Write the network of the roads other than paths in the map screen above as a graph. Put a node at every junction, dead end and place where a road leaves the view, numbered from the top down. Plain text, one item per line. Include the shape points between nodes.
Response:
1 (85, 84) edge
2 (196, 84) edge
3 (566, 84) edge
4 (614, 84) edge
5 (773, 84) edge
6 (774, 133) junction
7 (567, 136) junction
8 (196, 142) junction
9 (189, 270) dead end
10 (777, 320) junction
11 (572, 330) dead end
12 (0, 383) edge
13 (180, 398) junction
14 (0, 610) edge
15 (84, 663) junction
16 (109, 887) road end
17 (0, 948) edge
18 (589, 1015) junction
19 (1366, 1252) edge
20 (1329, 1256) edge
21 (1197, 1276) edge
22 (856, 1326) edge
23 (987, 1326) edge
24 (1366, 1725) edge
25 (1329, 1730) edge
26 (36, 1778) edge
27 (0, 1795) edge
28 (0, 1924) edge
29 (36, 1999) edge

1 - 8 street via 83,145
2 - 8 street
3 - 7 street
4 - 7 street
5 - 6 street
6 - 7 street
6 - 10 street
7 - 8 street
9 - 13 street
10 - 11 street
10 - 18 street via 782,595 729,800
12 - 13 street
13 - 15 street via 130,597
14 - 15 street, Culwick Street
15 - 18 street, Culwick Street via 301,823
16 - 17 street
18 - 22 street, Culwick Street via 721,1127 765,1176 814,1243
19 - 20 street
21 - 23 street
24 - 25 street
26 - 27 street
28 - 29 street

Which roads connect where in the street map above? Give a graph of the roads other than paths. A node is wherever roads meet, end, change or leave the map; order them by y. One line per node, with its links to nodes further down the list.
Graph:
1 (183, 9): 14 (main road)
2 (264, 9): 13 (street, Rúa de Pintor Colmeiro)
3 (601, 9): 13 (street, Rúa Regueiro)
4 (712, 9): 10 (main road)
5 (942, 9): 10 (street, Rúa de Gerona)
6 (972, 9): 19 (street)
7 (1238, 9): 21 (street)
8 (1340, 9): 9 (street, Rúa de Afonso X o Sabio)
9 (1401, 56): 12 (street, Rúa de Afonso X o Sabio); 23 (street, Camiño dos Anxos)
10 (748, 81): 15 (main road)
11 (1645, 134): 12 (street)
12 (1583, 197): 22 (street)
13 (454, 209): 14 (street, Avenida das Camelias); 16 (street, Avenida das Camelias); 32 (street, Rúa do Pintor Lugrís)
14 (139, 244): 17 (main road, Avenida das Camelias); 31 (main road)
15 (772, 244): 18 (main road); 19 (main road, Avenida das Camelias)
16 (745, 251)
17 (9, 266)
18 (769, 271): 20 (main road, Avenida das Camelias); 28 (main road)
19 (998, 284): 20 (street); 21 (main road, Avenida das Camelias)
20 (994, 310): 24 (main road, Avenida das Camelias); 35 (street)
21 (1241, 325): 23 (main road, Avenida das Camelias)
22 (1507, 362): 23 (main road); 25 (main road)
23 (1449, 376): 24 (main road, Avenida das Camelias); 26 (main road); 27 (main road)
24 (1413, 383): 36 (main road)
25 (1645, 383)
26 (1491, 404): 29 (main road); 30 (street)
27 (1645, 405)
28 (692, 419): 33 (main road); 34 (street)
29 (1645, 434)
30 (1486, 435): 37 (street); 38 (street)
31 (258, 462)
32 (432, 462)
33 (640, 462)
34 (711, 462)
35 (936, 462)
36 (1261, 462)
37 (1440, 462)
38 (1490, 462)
──────────────────────────────
Work order: Return all of the listing above exactly, leaving nothing out.

Reply:
Write the network of the roads other than paths in the map screen above as a graph. Put a node at every junction, dead end and place where a road leaves the view, numbered from the top down. Plain text, one item per line. Include the shape points between nodes.
Response:
1 (85, 84) edge
2 (196, 84) edge
3 (566, 84) edge
4 (614, 84) edge
5 (773, 84) edge
6 (774, 133) junction
7 (567, 136) junction
8 (196, 142) junction
9 (189, 270) dead end
10 (777, 320) junction
11 (572, 330) dead end
12 (0, 383) edge
13 (180, 398) junction
14 (0, 610) edge
15 (84, 663) junction
16 (109, 887) road end
17 (0, 948) edge
18 (589, 1015) junction
19 (1366, 1252) edge
20 (1329, 1256) edge
21 (1197, 1276) edge
22 (856, 1326) edge
23 (987, 1326) edge
24 (1366, 1725) edge
25 (1329, 1730) edge
26 (36, 1778) edge
27 (0, 1795) edge
28 (0, 1924) edge
29 (36, 1999) edge

1 - 8 street via 83,145
2 - 8 street
3 - 7 street
4 - 7 street
5 - 6 street
6 - 7 street
6 - 10 street
7 - 8 street
9 - 13 street
10 - 11 street
10 - 18 street via 782,595 729,800
12 - 13 street
13 - 15 street via 130,597
14 - 15 street, Culwick Street
15 - 18 street, Culwick Street via 301,823
16 - 17 street
18 - 22 street, Culwick Street via 721,1127 765,1176 814,1243
19 - 20 street
21 - 23 street
24 - 25 street
26 - 27 street
28 - 29 street

Which roads connect where in the street map above? Give a graph of the roads other than paths. A node is wherever roads meet, end, change or leave the map; order them by y. One line per node, with its links to nodes further down the list.
Graph:
1 (183, 9): 14 (main road)
2 (264, 9): 13 (street, Rúa de Pintor Colmeiro)
3 (601, 9): 13 (street, Rúa Regueiro)
4 (712, 9): 10 (main road)
5 (942, 9): 10 (street, Rúa de Gerona)
6 (972, 9): 19 (street)
7 (1238, 9): 21 (street)
8 (1340, 9): 9 (street, Rúa de Afonso X o Sabio)
9 (1401, 56): 12 (street, Rúa de Afonso X o Sabio); 23 (street, Camiño dos Anxos)
10 (748, 81): 15 (main road)
11 (1645, 134): 12 (street)
12 (1583, 197): 22 (street)
13 (454, 209): 14 (street, Avenida das Camelias); 16 (street, Avenida das Camelias); 32 (street, Rúa do Pintor Lugrís)
14 (139, 244): 17 (main road, Avenida das Camelias); 31 (main road)
15 (772, 244): 18 (main road); 19 (main road, Avenida das Camelias)
16 (745, 251)
17 (9, 266)
18 (769, 271): 20 (main road, Avenida das Camelias); 28 (main road)
19 (998, 284): 20 (street); 21 (main road, Avenida das Camelias)
20 (994, 310): 24 (main road, Avenida das Camelias); 35 (street)
21 (1241, 325): 23 (main road, Avenida das Camelias)
22 (1507, 362): 23 (main road); 25 (main road)
23 (1449, 376): 24 (main road, Avenida das Camelias); 26 (main road); 27 (main road)
24 (1413, 383): 36 (main road)
25 (1645, 383)
26 (1491, 404): 29 (main road); 30 (street)
27 (1645, 405)
28 (692, 419): 33 (main road); 34 (street)
29 (1645, 434)
30 (1486, 435): 37 (street); 38 (street)
31 (258, 462)
32 (432, 462)
33 (640, 462)
34 (711, 462)
35 (936, 462)
36 (1261, 462)
37 (1440, 462)
38 (1490, 462)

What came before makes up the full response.